• The task:
Return each record exactly as it appears, so that nothing is dropped or altered.
§
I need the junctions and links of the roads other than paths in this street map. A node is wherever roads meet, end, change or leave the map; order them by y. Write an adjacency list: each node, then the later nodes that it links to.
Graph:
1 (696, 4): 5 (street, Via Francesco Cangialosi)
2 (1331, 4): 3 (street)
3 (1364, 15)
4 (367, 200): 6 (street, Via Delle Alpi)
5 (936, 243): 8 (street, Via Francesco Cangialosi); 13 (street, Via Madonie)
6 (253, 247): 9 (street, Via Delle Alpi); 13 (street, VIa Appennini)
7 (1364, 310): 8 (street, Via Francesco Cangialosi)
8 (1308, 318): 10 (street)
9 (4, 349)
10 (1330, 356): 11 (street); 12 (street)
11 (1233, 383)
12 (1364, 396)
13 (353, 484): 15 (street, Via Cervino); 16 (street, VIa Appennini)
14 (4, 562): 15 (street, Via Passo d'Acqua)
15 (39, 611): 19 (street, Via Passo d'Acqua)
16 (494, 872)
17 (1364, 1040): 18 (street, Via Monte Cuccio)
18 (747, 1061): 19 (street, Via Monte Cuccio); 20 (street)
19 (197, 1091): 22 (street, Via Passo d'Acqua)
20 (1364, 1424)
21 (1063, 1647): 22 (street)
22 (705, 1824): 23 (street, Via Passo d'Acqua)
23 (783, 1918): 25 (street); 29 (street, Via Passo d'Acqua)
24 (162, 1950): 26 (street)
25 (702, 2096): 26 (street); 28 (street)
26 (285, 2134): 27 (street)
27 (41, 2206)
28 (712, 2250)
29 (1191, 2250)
§
• Answer to this exercise:
I need the junctions and links of the roads other than paths in this street map. A node is wherever roads meet, end, change or leave the map; order them by y. Write an adjacency list: each node, then the later nodes that it links to.
Graph:
1 (696, 4): 5 (street, Via Francesco Cangialosi)
2 (1331, 4): 3 (street)
3 (1364, 15)
4 (367, 200): 6 (street, Via Delle Alpi)
5 (936, 243): 8 (street, Via Francesco Cangialosi); 13 (street, Via Madonie)
6 (253, 247): 9 (street, Via Delle Alpi); 13 (street, VIa Appennini)
7 (1364, 310): 8 (street, Via Francesco Cangialosi)
8 (1308, 318): 10 (street)
9 (4, 349)
10 (1330, 356): 11 (street); 12 (street)
11 (1233, 383)
12 (1364, 396)
13 (353, 484): 15 (street, Via Cervino); 16 (street, VIa Appennini)
14 (4, 562): 15 (street, Via Passo d'Acqua)
15 (39, 611): 19 (street, Via Passo d'Acqua)
16 (494, 872)
17 (1364, 1040): 18 (street, Via Monte Cuccio)
18 (747, 1061): 19 (street, Via Monte Cuccio); 20 (street)
19 (197, 1091): 22 (street, Via Passo d'Acqua)
20 (1364, 1424)
21 (1063, 1647): 22 (street)
22 (705, 1824): 23 (street, Via Passo d'Acqua)
23 (783, 1918): 25 (street); 29 (street, Via Passo d'Acqua)
24 (162, 1950): 26 (street)
25 (702, 2096): 26 (street); 28 (street)
26 (285, 2134): 27 (street)
27 (41, 2206)
28 (712, 2250)
29 (1191, 2250)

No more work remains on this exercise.